*About this exercise:*
Set down the data below in full and exactly, minus the pictures.

Stored items

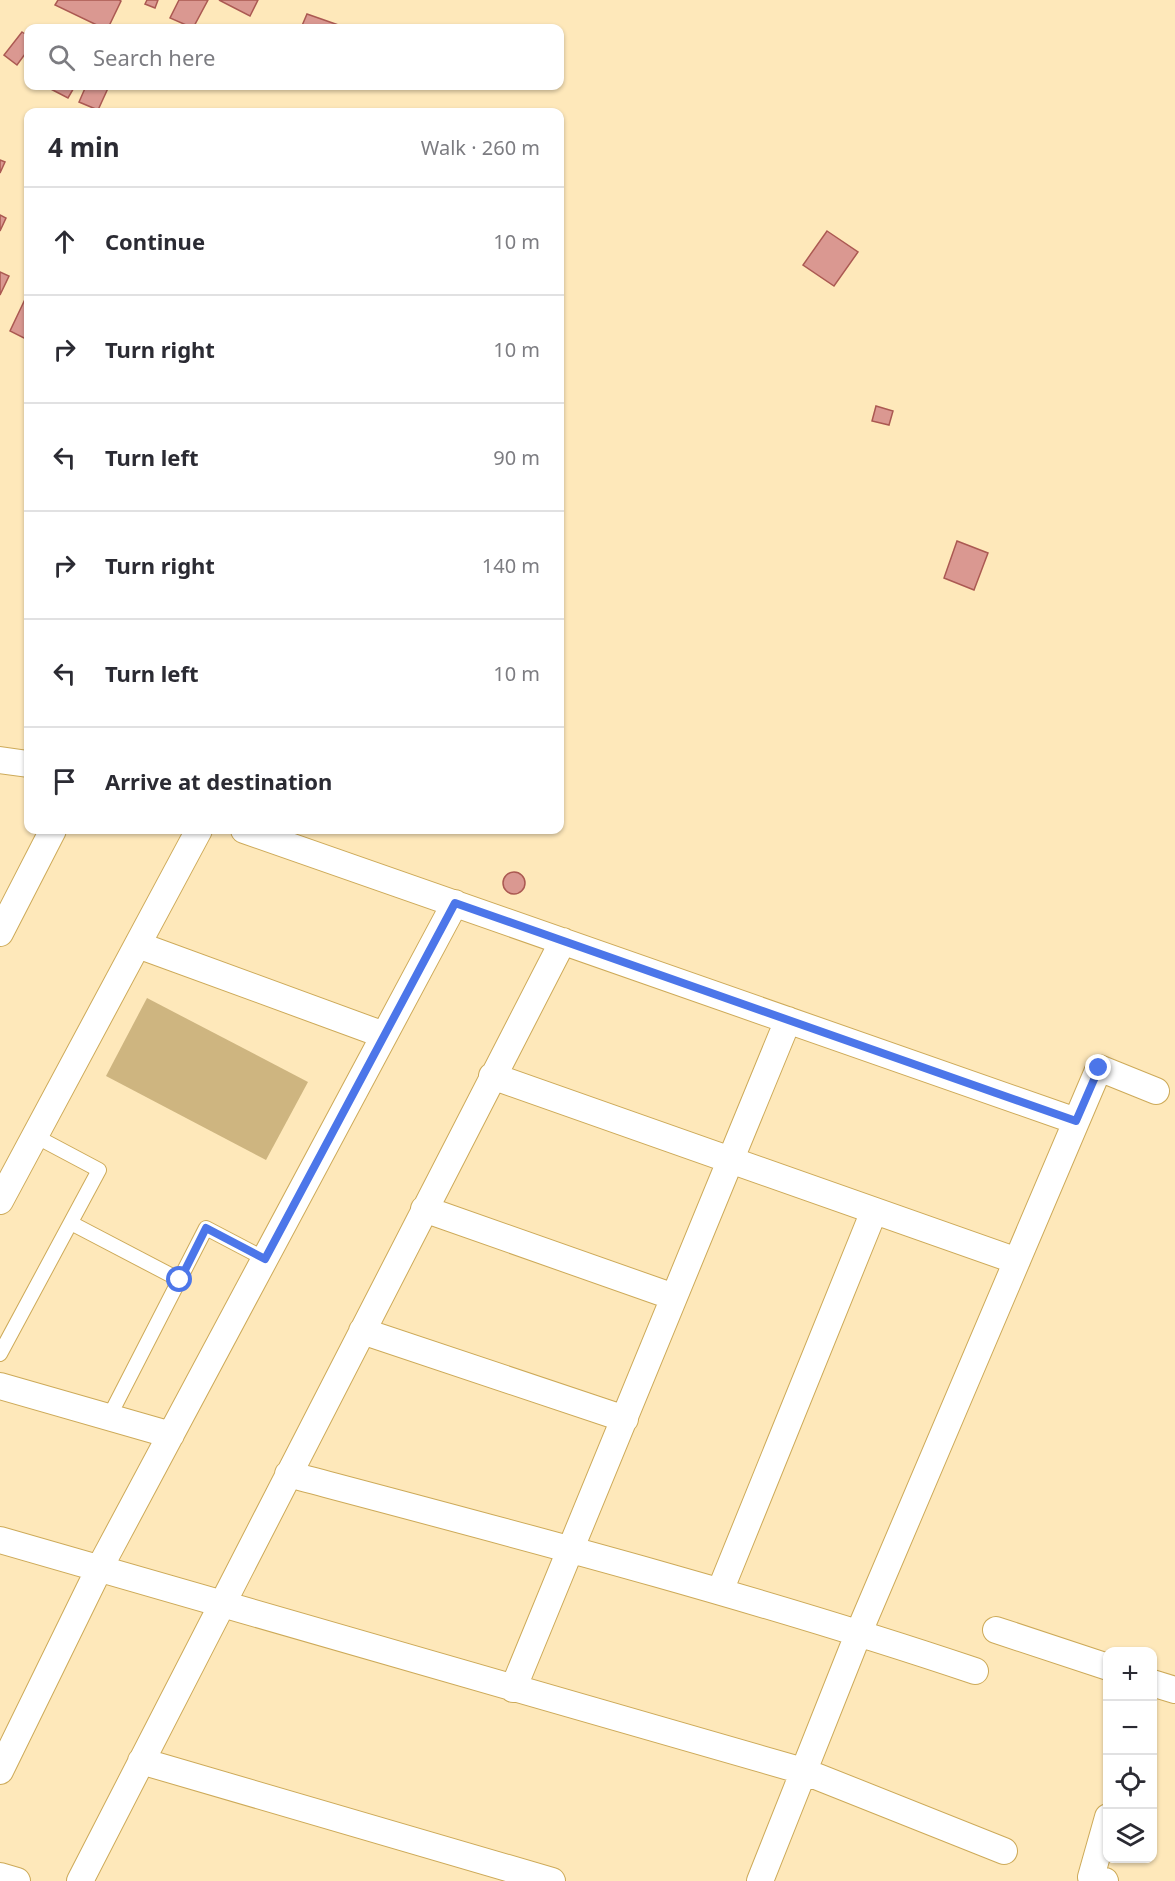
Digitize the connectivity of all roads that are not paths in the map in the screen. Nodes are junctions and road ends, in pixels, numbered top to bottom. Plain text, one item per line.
1 (0, 760) edge
2 (24, 763) edge
3 (51, 834) edge
4 (198, 834) edge
5 (256, 834) edge
6 (455, 903) junction
7 (0, 933) edge
8 (563, 941) junction
9 (138, 945) junction
10 (788, 1020) junction
11 (384, 1035) junction
12 (492, 1076) junction
13 (1156, 1090) dead end
14 (1076, 1121) junction
15 (35, 1136) junction
16 (730, 1162) junction
17 (0, 1201) edge
18 (424, 1209) junction
19 (874, 1212) junction
20 (71, 1223) junction
21 (265, 1259) junction
22 (1017, 1261) junction
23 (180, 1280) junction
24 (675, 1297) junction
25 (362, 1331) junction
26 (0, 1354) edge
27 (0, 1386) edge
28 (109, 1417) junction
29 (625, 1419) junction
30 (171, 1435) junction
31 (288, 1474) junction
32 (0, 1540) edge
33 (571, 1549) junction
34 (99, 1569) junction
35 (720, 1591) junction
36 (220, 1604) junction
37 (996, 1630) dead end
38 (859, 1632) junction
39 (1103, 1666) edge
40 (975, 1671) dead end
41 (1157, 1685) edge
42 (513, 1689) junction
43 (1175, 1690) edge
44 (141, 1761) junction
45 (0, 1771) edge
46 (802, 1772) junction
47 (1103, 1832) edge
48 (1004, 1851) dead end
49 (0, 1876) edge
50 (17, 1881) edge
51 (80, 1881) edge
52 (552, 1881) edge
53 (760, 1881) edge
54 (1105, 1881) edge

1 - 2 street
3 - 7 street
4 - 9 street
5 - 6 street
6 - 8 street
6 - 11 street
8 - 10 street
8 - 12 street
9 - 11 street
9 - 15 street
10 - 14 street
10 - 16 street
11 - 21 street
12 - 16 street
12 - 18 street
13 - 14 street
14 - 22 street
15 - 17 street
15 - 20 lane
16 - 19 street
16 - 24 street
18 - 24 street
18 - 25 street
19 - 22 street
19 - 35 street
20 - 23 lane
20 - 26 lane
21 - 23 lane
21 - 30 street
22 - 38 street
23 - 28 lane
24 - 29 street
25 - 29 street
25 - 31 street
27 - 28 street
28 - 30 street
29 - 33 street
30 - 34 street
31 - 33 street
31 - 36 street
32 - 34 street
33 - 35 street
33 - 42 street
34 - 36 street
34 - 45 street
35 - 38 street
36 - 42 street
36 - 44 street
37 - 39 street
38 - 40 street
38 - 46 street
41 - 43 street
42 - 46 street
44 - 51 street
44 - 52 street
46 - 48 street
46 - 53 street
47 - 54 street
49 - 50 street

*Response to the task:*
Digitize the connectivity of all roads that are not paths in the map in the screen. Nodes are junctions and road ends, in pixels, numbered top to bottom. Plain text, one item per line.
1 (0, 760) edge
2 (24, 763) edge
3 (51, 834) edge
4 (198, 834) edge
5 (256, 834) edge
6 (455, 903) junction
7 (0, 933) edge
8 (563, 941) junction
9 (138, 945) junction
10 (788, 1020) junction
11 (384, 1035) junction
12 (492, 1076) junction
13 (1156, 1090) dead end
14 (1076, 1121) junction
15 (35, 1136) junction
16 (730, 1162) junction
17 (0, 1201) edge
18 (424, 1209) junction
19 (874, 1212) junction
20 (71, 1223) junction
21 (265, 1259) junction
22 (1017, 1261) junction
23 (180, 1280) junction
24 (675, 1297) junction
25 (362, 1331) junction
26 (0, 1354) edge
27 (0, 1386) edge
28 (109, 1417) junction
29 (625, 1419) junction
30 (171, 1435) junction
31 (288, 1474) junction
32 (0, 1540) edge
33 (571, 1549) junction
34 (99, 1569) junction
35 (720, 1591) junction
36 (220, 1604) junction
37 (996, 1630) dead end
38 (859, 1632) junction
39 (1103, 1666) edge
40 (975, 1671) dead end
41 (1157, 1685) edge
42 (513, 1689) junction
43 (1175, 1690) edge
44 (141, 1761) junction
45 (0, 1771) edge
46 (802, 1772) junction
47 (1103, 1832) edge
48 (1004, 1851) dead end
49 (0, 1876) edge
50 (17, 1881) edge
51 (80, 1881) edge
52 (552, 1881) edge
53 (760, 1881) edge
54 (1105, 1881) edge

1 - 2 street
3 - 7 street
4 - 9 street
5 - 6 street
6 - 8 street
6 - 11 street
8 - 10 street
8 - 12 street
9 - 11 street
9 - 15 street
10 - 14 street
10 - 16 street
11 - 21 street
12 - 16 street
12 - 18 street
13 - 14 street
14 - 22 street
15 - 17 street
15 - 20 lane
16 - 19 street
16 - 24 street
18 - 24 street
18 - 25 street
19 - 22 street
19 - 35 street
20 - 23 lane
20 - 26 lane
21 - 23 lane
21 - 30 street
22 - 38 street
23 - 28 lane
24 - 29 street
25 - 29 street
25 - 31 street
27 - 28 street
28 - 30 street
29 - 33 street
30 - 34 street
31 - 33 street
31 - 36 street
32 - 34 street
33 - 35 street
33 - 42 street
34 - 36 street
34 - 45 street
35 - 38 street
36 - 42 street
36 - 44 street
37 - 39 street
38 - 40 street
38 - 46 street
41 - 43 street
42 - 46 street
44 - 51 street
44 - 52 street
46 - 48 street
46 - 53 street
47 - 54 street
49 - 50 street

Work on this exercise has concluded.